Dynamic Exploration:
- Prioritizes hashtags with scores above the mean and adjusts exploration depth based on relevance.
Stopping Criteria:
- Stops exploration based on reaching a defined number of keyframes, iterations, or a score threshold.
Keyframe Ranking:
- Normalizes scores and ranks the top keyframes based on their final scores, retrieving the most relevant frames.

🐳 Immediate Feedback System

The Immediate Feedback System provides rapid refinement of search results based on user interactions in the current session.

Feedback Processing: Converts user feedback (likes, dislikes) into binary representation and uses pre-encoded frame representations for similarity calculations.
Score Adjustment: Adjusts scores based on feedback, increasing for similar liked items and decreasing for similar disliked items.
Similarity-Based Refinement: Scores are weighted by similarity to feedback items.
Real-time Updates: Scores update immediately after each feedback interaction.
Final Refinement: The refined results are re-sorted and returned.

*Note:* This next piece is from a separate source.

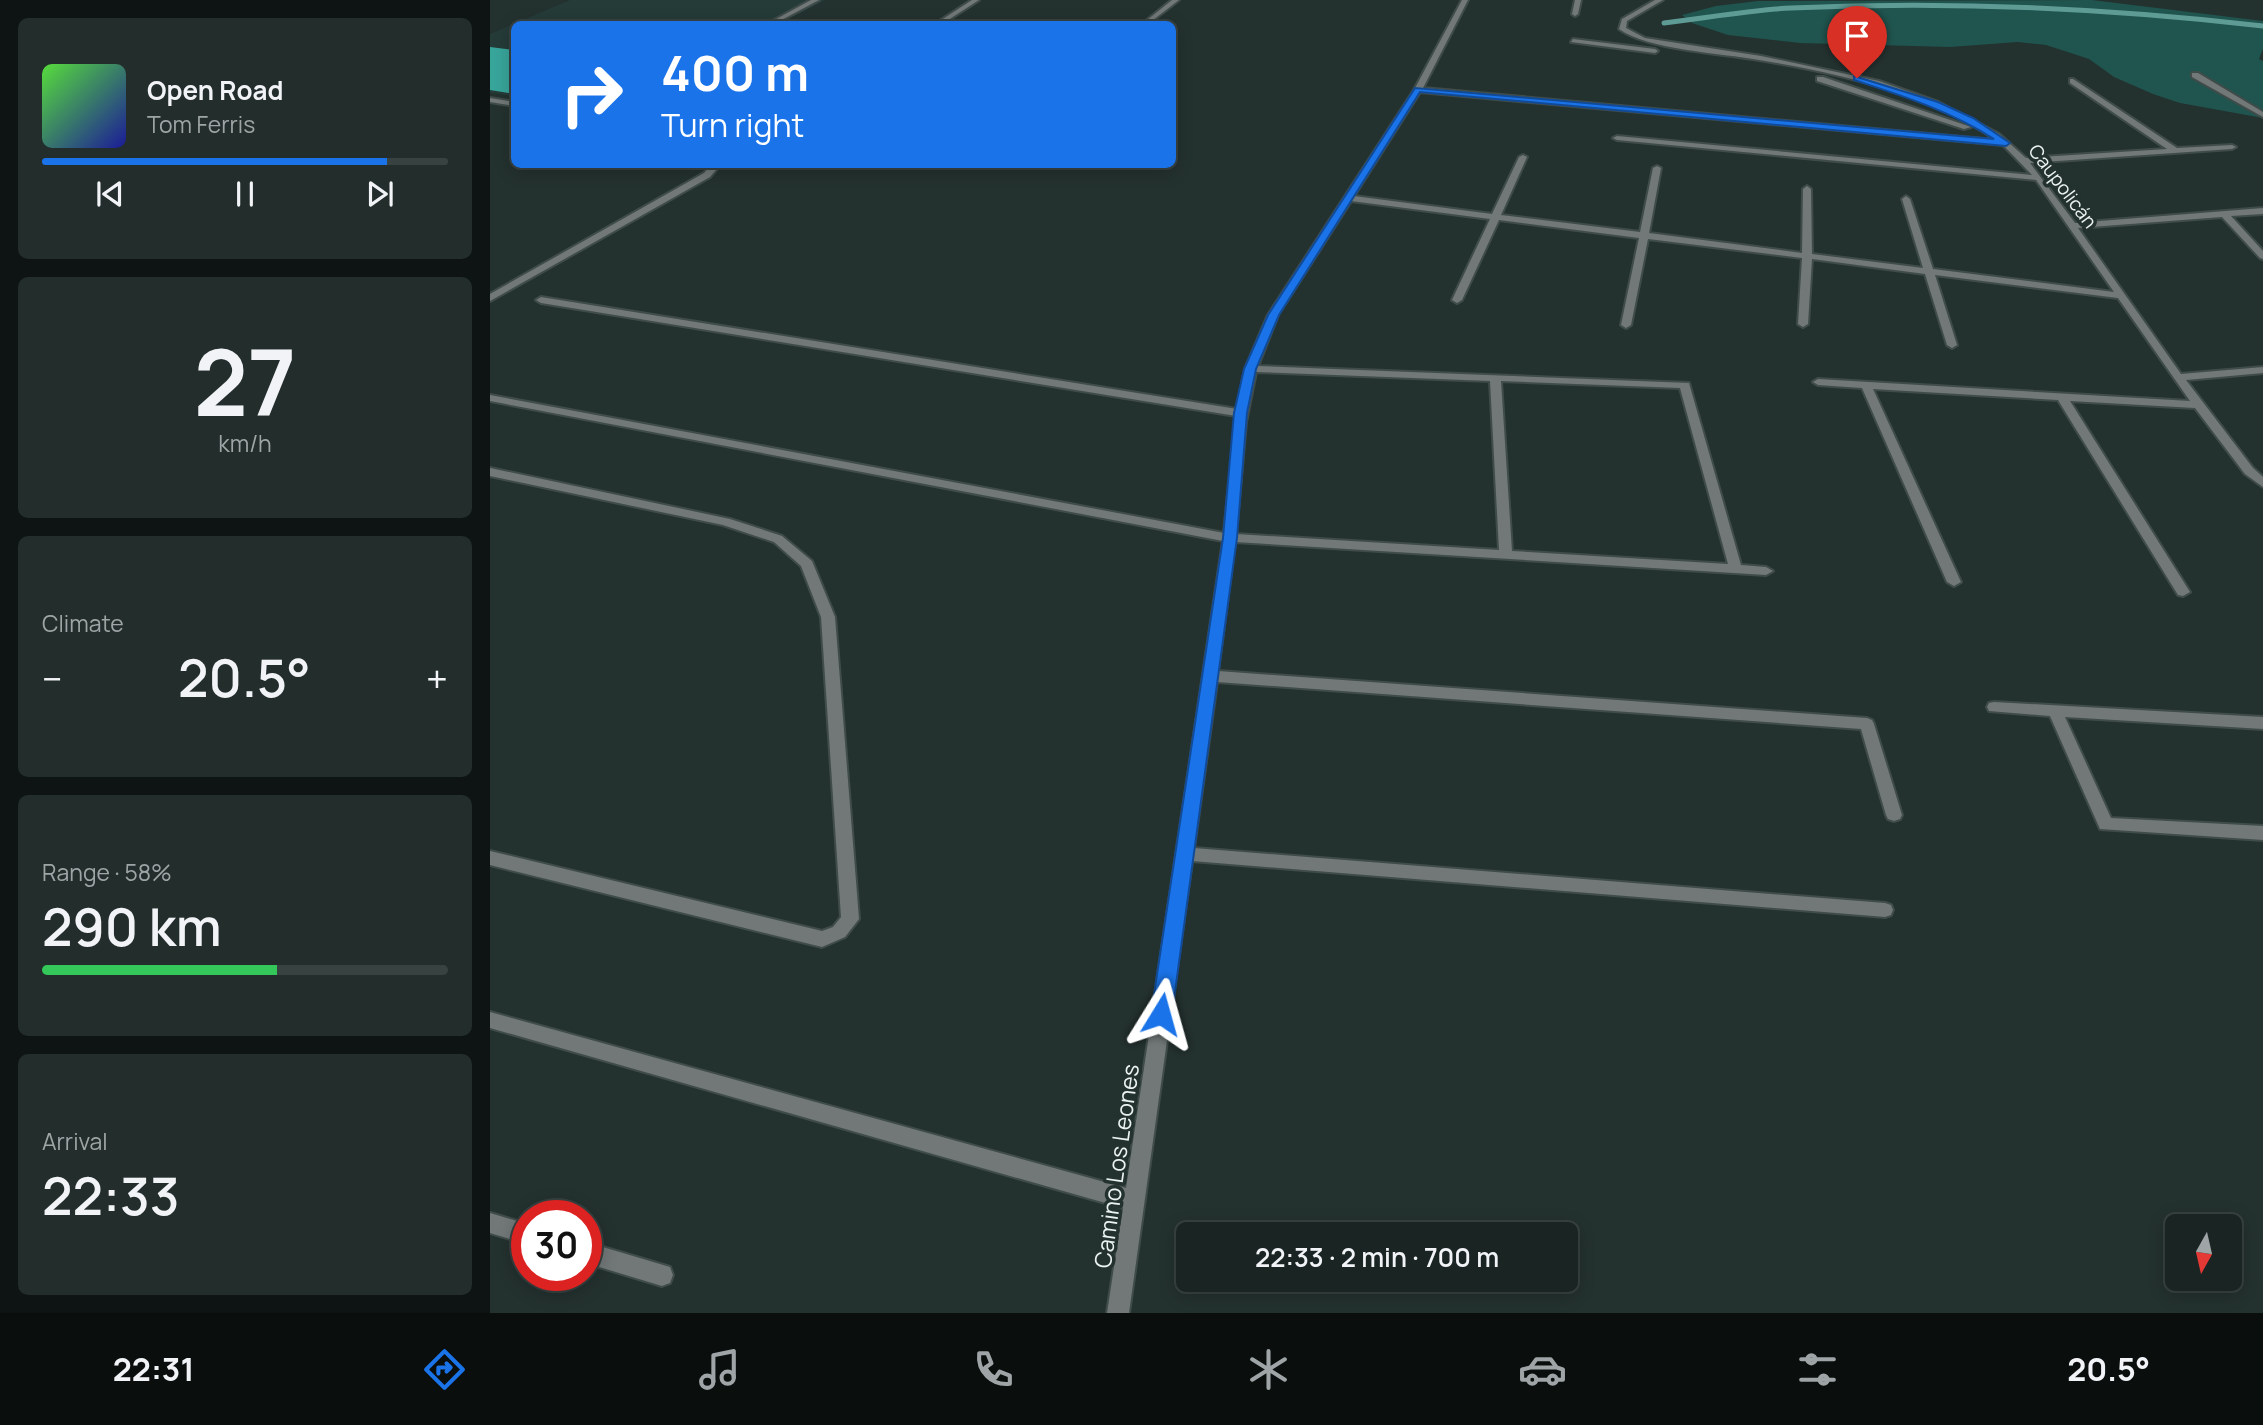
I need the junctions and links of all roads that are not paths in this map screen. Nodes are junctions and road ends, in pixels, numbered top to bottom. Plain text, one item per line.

🐳 Aggregated Feedback System

The Aggregated Feedback System refines searches by incorporating historical feedback for long-term personalized results.

Feedback Processing: Converts feedback into a binary form and applies a time-weighted decay factor for recent interactions.
Score Adjustment: Adjusts scores based on the feedback factor, balancing exploration with exploitation.
Time-Sensitive Refinement: Recent feedback has more influence, adapting to changing preferences.
Final Refinement: Combines adjusted scores with original relevance for re-ranked results.

⚡ Directory Structure ⚡

/FrameFinderLE/
│
├── database/
│   ├── encoded_frames.pt
│   ├── index_caption_hashtag_dict_v2.json
│   ├── key_frame_folder_reduced.zip
│   ├── merged_index_hnsw_baseline_v0.bin
│   ├── merged_index_hnsw_baseline_v2.bin
│   ├── graph_data_full.pkl
│   ├── hashtag_embeddings.pkl
│   ├── hashtag_embeddings.bin
│   ├── __init__.py
│   └── db_init.py
│
├── diagram/
│   └── FrameFinderLE_diagram.png
│
├── models/
│   ├── __init__.py
│   └── model_init.py
│
├── routers/
│   ├── __init__.py
│   ├── data_router.py
│   ├── feedback_router.py
│   ├── home_router.py
│   ├── process_query_router.py
│   ├── search_router.py
│   └── update_results_router.py
│
├── static/
|   ├── script/
|   │   ├── home_script.js
|   │   ├── popup_mess_script.js
|   │   ├── show_results_script.js
|   │   └── update_results_script.js
│   ├── style/
|   │   ├── home_style.js
|   │   ├── popup_mess.js
|   │   └── show_results_style.js
│   └── images/
│       └── key_frame_folder_reduced/
│           ├── key_frame_folder_videos-l01
│           │   ├── keyframe_L01_V001
│           │   │   ├── 0000161_6.44.webp
│           │   │   ├── 0000350_13.98.webp
│           │   │   └── ...
│           │   └── ...
│           ├── key_frame_folder_videos-l02
│           │   ├── keyframe_L02_V002
│           │   │   ├── 0000010_0.35.webp
│           │   │   ├── 0000040_1.3165.webp
│           │   │   └── ...
│           │   └── ...
│           └── ...
│
├── templates/
│   ├── data.html
│   ├── home.html
│   ├── layout.html
│   ├── results_content.html
│   ├── show_results.html
│   └── v0_search_results.html
│
├── tools/
│   ├── __init__.py
│   ├── aggregated_refining.py
│   ├── faiss_retrieval.py
│   ├── feedback_processing.py
│   ├── graph_based_image_retrieval.py
│   ├── hashtags_generating.py
│   ├── hashtags_processing.py
│   ├── immediate_refining.py
│   ├── info_extracting.py
│   ├── query_encoding.py
│   ├── results_display.py
│   ├── search_utils.py
│   └── utils.py
│
├── __init__.py
├── app_notebook.ipynb
├── app.py
├── README.md
└── requirements.txt

⚡ Usage ⚡

🐳 How to start the application

Running the Application with Docker (via Docker Hub)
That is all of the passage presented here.